On September 28th, published an article on cryptocurrency entitled “How Dirty Money Disappears into the Black Hole of Cryptocurrency.” Authors Justin Scheck and Shane Shifflett slammed crypto exchange Shapeshift as complicit in illicit trades deemed to be attempts to launder money with with crypto.

Yesterday, Erik Voorhees, CEO of ShapeShift, fought back against the allegations in a pointed blog post where he claimed that WSJ reporters in question “do not have a sufficient understanding of blockchains and our platform in particular,” stating the “claims made are factually incorrect and deceptive.”

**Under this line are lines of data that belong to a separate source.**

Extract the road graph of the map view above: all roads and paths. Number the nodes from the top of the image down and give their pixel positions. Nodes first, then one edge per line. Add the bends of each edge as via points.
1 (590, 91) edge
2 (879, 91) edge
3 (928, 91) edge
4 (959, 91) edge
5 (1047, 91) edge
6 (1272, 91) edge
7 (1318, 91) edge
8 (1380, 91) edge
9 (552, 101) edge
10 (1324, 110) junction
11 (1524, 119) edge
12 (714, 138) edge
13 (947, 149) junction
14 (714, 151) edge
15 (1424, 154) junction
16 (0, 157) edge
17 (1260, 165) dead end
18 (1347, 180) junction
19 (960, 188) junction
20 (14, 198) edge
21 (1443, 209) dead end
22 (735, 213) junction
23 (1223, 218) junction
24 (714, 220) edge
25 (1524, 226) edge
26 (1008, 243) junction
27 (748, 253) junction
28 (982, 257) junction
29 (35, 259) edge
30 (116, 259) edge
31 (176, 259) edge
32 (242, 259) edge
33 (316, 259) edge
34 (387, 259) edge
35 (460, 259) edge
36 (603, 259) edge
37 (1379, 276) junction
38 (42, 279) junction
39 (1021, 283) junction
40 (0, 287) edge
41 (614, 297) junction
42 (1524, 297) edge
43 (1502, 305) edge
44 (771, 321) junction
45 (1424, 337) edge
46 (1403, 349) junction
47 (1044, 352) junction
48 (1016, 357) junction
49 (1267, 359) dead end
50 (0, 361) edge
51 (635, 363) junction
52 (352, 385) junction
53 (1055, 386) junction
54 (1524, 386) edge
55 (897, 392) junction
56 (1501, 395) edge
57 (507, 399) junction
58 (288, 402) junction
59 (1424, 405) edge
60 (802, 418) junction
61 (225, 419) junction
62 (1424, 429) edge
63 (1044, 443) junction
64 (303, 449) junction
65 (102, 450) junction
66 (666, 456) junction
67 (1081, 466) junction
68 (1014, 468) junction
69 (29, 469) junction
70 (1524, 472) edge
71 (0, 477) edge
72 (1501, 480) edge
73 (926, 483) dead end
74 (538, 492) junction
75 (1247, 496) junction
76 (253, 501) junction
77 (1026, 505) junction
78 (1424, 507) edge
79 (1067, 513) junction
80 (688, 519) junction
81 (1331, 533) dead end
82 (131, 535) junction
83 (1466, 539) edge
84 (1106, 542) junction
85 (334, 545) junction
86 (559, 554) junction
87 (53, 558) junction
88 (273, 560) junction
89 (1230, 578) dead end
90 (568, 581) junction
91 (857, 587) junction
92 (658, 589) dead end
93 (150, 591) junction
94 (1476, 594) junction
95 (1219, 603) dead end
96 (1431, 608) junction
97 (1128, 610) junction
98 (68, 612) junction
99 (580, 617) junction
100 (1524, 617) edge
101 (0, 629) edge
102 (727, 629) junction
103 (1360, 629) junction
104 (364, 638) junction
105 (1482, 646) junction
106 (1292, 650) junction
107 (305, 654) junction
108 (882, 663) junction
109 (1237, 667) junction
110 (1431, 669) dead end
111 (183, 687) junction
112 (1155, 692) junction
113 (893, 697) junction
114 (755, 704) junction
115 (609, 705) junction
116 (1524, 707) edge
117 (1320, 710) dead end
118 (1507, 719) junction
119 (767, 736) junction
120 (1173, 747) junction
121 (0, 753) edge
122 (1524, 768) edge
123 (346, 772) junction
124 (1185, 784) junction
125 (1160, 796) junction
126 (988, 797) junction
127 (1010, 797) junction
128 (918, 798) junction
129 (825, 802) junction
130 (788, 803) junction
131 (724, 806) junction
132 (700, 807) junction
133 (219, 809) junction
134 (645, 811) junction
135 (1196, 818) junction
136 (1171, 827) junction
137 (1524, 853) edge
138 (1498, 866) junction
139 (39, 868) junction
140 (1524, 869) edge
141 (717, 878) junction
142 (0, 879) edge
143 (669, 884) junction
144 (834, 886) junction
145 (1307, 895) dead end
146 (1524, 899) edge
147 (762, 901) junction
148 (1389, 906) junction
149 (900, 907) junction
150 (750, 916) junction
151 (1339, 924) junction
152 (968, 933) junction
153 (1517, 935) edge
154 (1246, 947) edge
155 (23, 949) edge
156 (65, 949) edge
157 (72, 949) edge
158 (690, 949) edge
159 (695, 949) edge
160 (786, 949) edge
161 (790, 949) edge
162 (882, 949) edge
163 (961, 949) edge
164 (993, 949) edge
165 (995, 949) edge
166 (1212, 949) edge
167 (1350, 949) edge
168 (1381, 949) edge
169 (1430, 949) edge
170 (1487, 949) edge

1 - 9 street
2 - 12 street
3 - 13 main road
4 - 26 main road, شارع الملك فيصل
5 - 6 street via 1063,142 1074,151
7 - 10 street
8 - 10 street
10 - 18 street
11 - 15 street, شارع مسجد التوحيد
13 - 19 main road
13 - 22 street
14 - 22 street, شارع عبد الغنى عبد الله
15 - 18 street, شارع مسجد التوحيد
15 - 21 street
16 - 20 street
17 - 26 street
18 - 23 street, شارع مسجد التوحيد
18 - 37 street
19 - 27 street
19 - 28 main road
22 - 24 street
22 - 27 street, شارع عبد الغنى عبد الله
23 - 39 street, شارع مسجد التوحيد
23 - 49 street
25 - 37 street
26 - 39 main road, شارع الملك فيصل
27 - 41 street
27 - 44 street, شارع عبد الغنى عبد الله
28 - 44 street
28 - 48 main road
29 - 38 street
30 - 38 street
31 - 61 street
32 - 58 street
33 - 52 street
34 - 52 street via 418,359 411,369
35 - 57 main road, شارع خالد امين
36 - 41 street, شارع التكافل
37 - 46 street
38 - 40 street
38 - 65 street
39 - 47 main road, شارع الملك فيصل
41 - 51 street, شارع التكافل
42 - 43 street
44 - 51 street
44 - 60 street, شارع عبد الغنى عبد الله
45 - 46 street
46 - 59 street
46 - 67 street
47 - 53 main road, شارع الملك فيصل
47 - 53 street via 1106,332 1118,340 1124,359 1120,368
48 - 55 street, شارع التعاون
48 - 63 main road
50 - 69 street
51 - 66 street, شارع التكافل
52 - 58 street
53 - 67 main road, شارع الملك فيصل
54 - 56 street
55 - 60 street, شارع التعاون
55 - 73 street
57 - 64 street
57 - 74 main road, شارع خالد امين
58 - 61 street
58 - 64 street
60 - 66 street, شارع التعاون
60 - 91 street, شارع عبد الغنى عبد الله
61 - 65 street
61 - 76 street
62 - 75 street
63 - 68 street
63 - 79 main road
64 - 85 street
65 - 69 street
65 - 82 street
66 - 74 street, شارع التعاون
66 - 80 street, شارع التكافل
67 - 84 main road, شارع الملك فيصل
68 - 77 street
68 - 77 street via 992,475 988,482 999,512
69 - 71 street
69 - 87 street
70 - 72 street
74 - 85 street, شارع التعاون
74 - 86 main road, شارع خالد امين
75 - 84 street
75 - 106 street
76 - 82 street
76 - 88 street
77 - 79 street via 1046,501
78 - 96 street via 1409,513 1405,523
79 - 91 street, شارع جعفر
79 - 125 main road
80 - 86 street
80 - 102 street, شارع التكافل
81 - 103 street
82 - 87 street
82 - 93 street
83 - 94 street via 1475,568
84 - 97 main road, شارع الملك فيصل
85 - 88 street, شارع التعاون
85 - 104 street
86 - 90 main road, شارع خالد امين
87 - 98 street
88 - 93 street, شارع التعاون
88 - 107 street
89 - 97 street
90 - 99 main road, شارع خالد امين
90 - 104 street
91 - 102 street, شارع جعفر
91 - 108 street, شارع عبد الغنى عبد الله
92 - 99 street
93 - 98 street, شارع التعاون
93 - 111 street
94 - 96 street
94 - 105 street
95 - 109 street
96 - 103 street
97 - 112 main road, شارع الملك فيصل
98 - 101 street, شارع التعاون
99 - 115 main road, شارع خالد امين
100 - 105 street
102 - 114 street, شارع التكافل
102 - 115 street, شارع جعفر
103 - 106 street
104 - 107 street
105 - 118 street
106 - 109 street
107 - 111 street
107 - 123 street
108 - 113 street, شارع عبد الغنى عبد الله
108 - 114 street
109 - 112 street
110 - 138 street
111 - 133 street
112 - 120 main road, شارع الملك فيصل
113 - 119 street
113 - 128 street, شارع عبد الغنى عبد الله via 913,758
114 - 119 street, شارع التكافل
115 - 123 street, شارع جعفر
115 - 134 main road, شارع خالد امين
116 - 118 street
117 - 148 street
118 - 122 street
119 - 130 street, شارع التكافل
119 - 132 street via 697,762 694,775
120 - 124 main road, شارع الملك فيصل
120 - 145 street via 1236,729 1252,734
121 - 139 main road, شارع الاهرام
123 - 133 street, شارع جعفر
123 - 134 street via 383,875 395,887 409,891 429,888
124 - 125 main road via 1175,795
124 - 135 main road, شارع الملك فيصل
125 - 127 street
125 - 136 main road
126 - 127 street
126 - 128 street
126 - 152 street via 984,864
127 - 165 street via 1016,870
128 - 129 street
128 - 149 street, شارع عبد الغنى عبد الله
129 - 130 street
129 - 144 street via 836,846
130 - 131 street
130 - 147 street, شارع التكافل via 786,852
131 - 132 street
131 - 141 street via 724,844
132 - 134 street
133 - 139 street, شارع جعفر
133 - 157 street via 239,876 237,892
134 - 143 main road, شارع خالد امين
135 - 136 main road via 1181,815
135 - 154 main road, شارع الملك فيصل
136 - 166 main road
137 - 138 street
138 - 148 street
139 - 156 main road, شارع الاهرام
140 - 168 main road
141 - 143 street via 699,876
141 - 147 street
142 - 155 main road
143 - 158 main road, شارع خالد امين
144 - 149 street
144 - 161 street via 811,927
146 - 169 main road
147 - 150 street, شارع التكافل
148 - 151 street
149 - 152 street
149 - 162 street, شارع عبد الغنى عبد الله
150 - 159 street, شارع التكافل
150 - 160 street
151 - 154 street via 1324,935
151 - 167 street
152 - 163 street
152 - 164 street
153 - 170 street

WSJ alleges that Shapeshift was the vehicle for laundering $9 million in money sourced from a North Korean Ponzi scheme. The article implies that ShapeShift is “a bastion of illicit activity.”

Voorhees specifically believes he and his company were duped into providing information to the WSJ reporters as they aided in the information gathering and were unaware of the hit piece that would follow.

Voorhees cites their operational approach to questionable activities:

  • $9m (even if it was true) is 0.15% of ShapeShift’s exchange volume during the described time period;
  • We have a strong record of complying with law-enforcement requests, providing valuable assistance in over 30 investigations in 13 different countries all over the world;
  • We work with other exchanges on an almost-daily basis to identify and block thieves and criminals, through a self-policing group ShapeShift created to protect the users and industry;
  • We block entire countries on the sanctions lists;
  • We have an internal anti-money laundering program that uses blockchain forensics that are far more advanced (and we would argue, effective) than asking someone for their “name and address”;
  • We blacklist suspicious addresses upon learning of them.

Voorhees said the WSJ article referenced none of these attributes adding that “ShapeShift has an industry-leading compliance and AML program.”

So what’s next?

Voorhees calls the WSJ article “clickbait,” false and absurd. He suggests a better title for the article as: “Less than two tenths of one percent of ShapeShift’s business might be illicit.”

You may read Voorhees complete rebuttal here. No word if WSJ will print a retraction.